- At least 59% of accelerated inflation is attributable to war in Ukraine, said SBI economists.
- RBI is set to hike rates by another 0.75 per cent.
- The economists said they did a study of the Russian invasion's impact on inflation.
At least 59 per cent of the accelerated inflation is attributable to the impact of the geopolitical conflict triggered by the Russian invasion of Ukraine, economists at SBI said on Monday. In the face of the heightened inflation situation – the headline number touched nearly 7.8 per cent for April, and the RBI is set to hike rates by another 0.75 per cent to get the repo rate back to the pre-pandemic level of 5.15 per cent, they added.
The economists said they did a study of the Russian invasion's impact on inflation, which revealed that 59 per cent of the jump in prices is due to geopolitical events.

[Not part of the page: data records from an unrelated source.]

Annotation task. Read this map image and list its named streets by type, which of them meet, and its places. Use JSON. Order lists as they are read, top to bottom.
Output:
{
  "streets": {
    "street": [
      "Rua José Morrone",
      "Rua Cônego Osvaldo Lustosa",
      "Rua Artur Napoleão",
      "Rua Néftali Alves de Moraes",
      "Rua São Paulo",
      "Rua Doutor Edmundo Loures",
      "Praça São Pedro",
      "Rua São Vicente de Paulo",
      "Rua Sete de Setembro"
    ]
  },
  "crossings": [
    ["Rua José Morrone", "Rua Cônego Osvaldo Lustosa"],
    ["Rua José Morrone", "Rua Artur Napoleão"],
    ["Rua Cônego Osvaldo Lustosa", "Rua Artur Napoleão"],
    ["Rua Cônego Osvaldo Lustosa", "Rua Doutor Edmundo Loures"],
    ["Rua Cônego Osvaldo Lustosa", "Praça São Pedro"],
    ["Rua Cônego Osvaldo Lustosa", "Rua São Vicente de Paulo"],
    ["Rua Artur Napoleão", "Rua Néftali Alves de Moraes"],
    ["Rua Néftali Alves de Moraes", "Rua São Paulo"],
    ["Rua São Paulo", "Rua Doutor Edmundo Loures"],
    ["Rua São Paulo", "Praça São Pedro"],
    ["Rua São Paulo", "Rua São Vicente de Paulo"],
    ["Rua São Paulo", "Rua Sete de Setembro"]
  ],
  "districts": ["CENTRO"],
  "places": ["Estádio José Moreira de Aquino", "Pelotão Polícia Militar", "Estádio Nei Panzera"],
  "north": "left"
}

Using February as the base case, the study revealed that because of war alone, food and beverages, fuel, light and transport contributed 52 per cent of the increase, while another 7 per cent impact came from the jump in input prices for the FMCG sector.
Stating that the inflation is unlikely to correct anytime soon, the note said there is a difference between rural and urban areas when it comes to price rises. The former are impacted more by higher food price pressures, while the latter are showing more impact because of the fuel price hikes.
"Against the continued increase in inflation, it is now almost certain that RBI will raise rates in forthcoming June and August policy and will take it to the pre-pandemic level of 5.15 per cent by August," it said, adding that the biggest question for the central bank to ponder is whether inflation will tread down meaningfully because of such rate hikes if war-related disruptions do not subside quickly.
It also needs to check if growth could be a large casualty in case of large and persistent rate increases, even as inflation prints will continue to be of serious concern, the note added.
Backing the RBI in its moves to quell inflation by rate hikes, the economists said there can also be a positive impact of the hikes. "A higher interest rate will be also positive for the financial system as risks will get repriced," it said.
They also advocated RBI interventions in the NDF (non-deliverable forwards) market instead of the onshore market through banks to support the rupee as this has the benefit of not impacting rupee liquidity.
"This will also save the foreign exchange reserves, with the only settlement of differential amount with counter-parties on maturity dates," they added.